Friday, November 04, 2005
On a visit to Arlington at the women's pavilion
The exhibit of Faces of the Fallen will be coming down in a week. It is an art show of images of American military men and women who made "the ultimate sacrifice" in Afghanistan or Iraq before November 11, 2004. The show would be almost twice as big if it included all the military killed up till now. There would not be enough room in the Women's Pavilion to host it.
Looking at these images, you couldn't help but notice loose change (pennies, nickels, dimes, and quarters) as well as notes, letters, flags, and photos, placed on space around the soldier's image. Most heartwrenching are the pictures of the fallen soldier's children -- children who will not have the experience of growing up with their parent -- you see here what war does to families.
As I looked at the images, a Pacific Islander (by appearance) woman approached me and said, "You lost a son?" When she said that, I felt my heart move and felt deep sorrow. She told me she lost her son, and she was looking for his image in the show. I told her they were arranged by date killed. She told me he was shot in the head in Iraq in March 2004, but he died in Walter Reed Hospital. She was able to see him before he died, and she seemed grateful for that. He was her youngest child, never married, but had plans to be married when he returned from Iraq. Her sadness was palpable. Her grandson, she said, would be leaving for Iraq in a month or two. Why does she have to sacrifice more than others in our society? What is the sacrifice for? She did not say she understood why he died. She just felt the deep loss of her youngest child.

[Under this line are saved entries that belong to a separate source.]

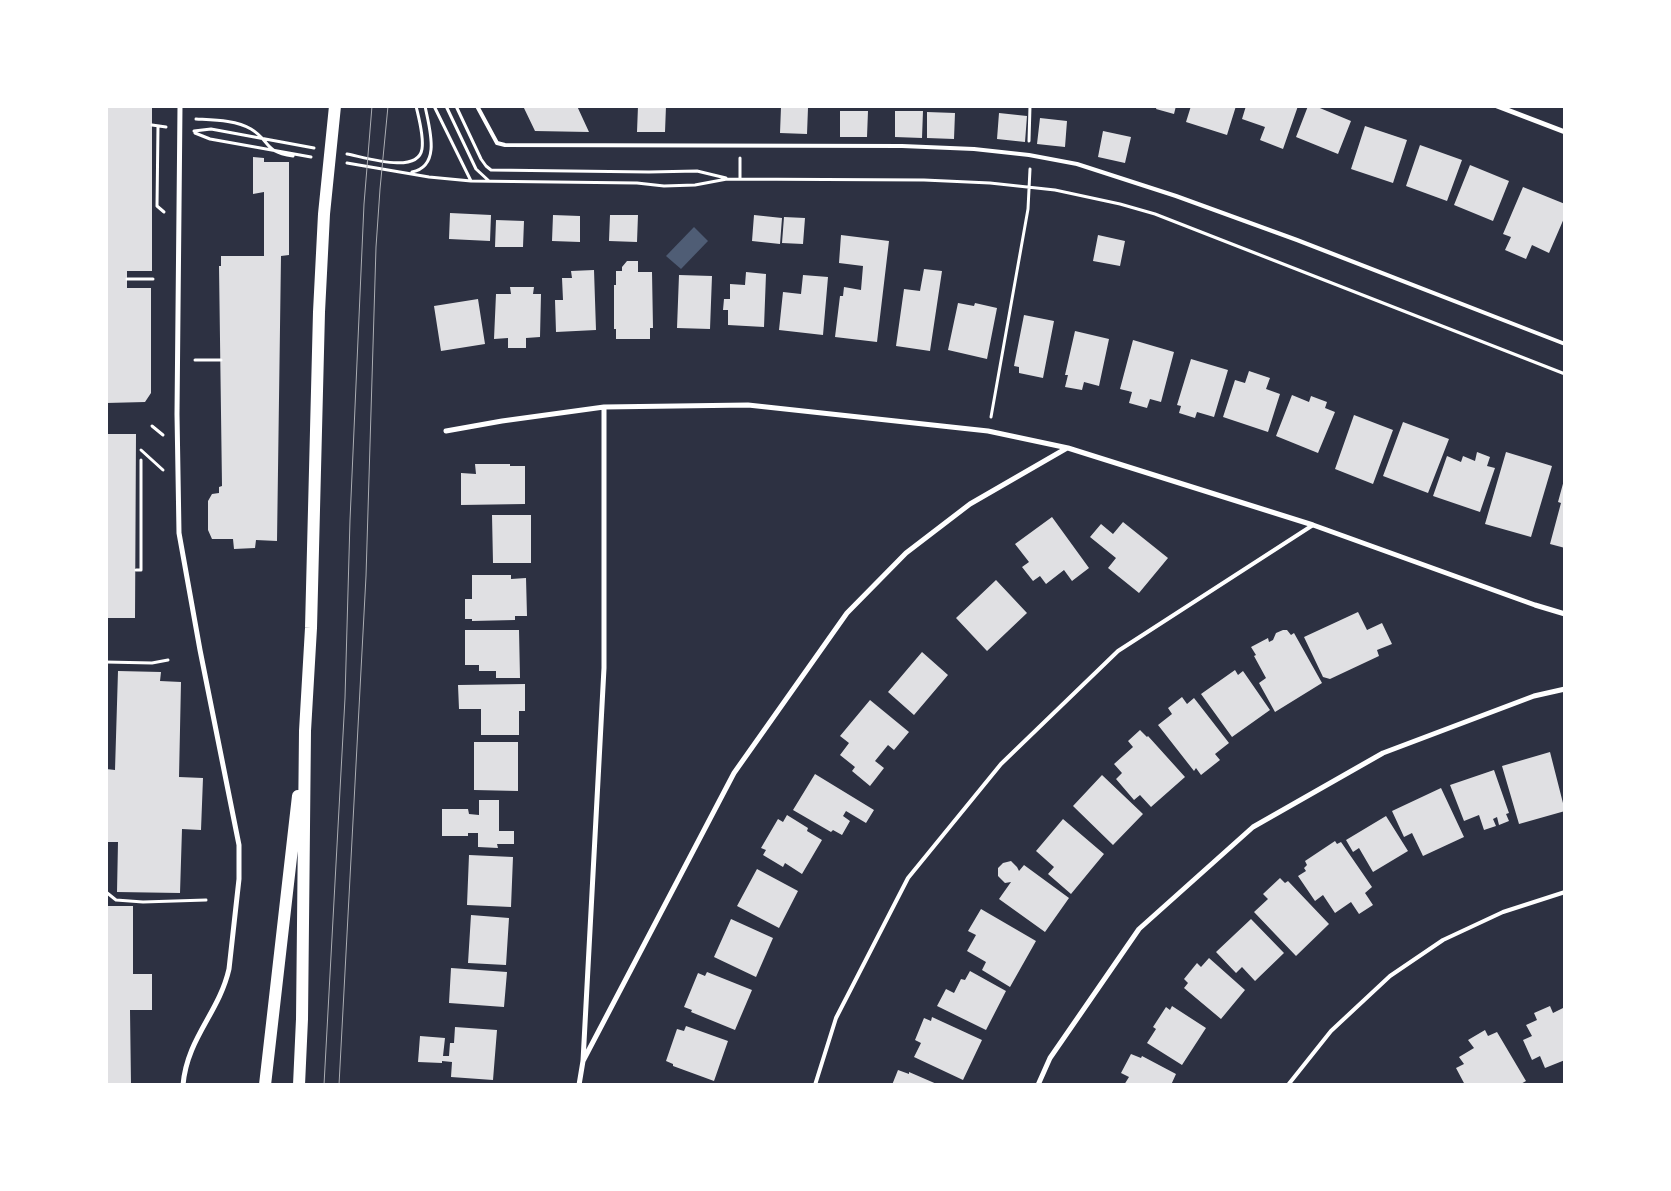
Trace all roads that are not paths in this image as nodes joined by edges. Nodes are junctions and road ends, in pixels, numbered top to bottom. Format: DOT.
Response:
graph roads {
  1 [pos="180,106"];
  2 [pos="335,106"];
  3 [pos="477,106"];
  4 [pos="1497,106"];
  5 [pos="1514,106"];
  6 [pos="1514,113"];
  7 [pos="1565,132"];
  8 [pos="1565,344"];
  9 [pos="604,407"];
  10 [pos="446,431"];
  11 [pos="1068,448"];
  12 [pos="1313,525"];
  13 [pos="1565,614"];
  14 [pos="1565,689"];
  15 [pos="305,731"];
  16 [pos="1565,892"];
  17 [pos="583,1061"];
  18 [pos="183,1085"];
  19 [pos="264,1085"];
  20 [pos="300,1085"];
  21 [pos="579,1085"];
  22 [pos="815,1085"];
  23 [pos="1038,1085"];
  24 [pos="1288,1085"];
  1 -- 18 [label="street"];
  2 -- 15 [label="main road"];
  3 -- 8 [label="lane"];
  4 -- 6 [label="street"];
  5 -- 6 [label="lane"];
  6 -- 7 [label="street"];
  9 -- 10 [label="street"];
  9 -- 11 [label="street"];
  9 -- 17 [label="street"];
  11 -- 12 [label="street"];
  11 -- 17 [label="street"];
  12 -- 13 [label="street"];
  12 -- 22 [label="lane"];
  14 -- 23 [label="street"];
  15 -- 19 [label="main road"];
  15 -- 20 [label="main road"];
  16 -- 24 [label="lane"];
  17 -- 21 [label="street"];
}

There is a sameness in feeling when visiting the Vietnam Memorial Wall and visiting the Faces of the Fallen Art Show. Friends and relatives of the fallen soldier leave mementos for the world to know they existed, and people loved them.
The last day for Faces of the Fallen is scheduled for November 11th, 2005. The famililes of the fallen soldiers will get the art images of their fallen soldier when the show breaks up.
For peaceworkers all over the DC area and beyond, the show is an important show to see.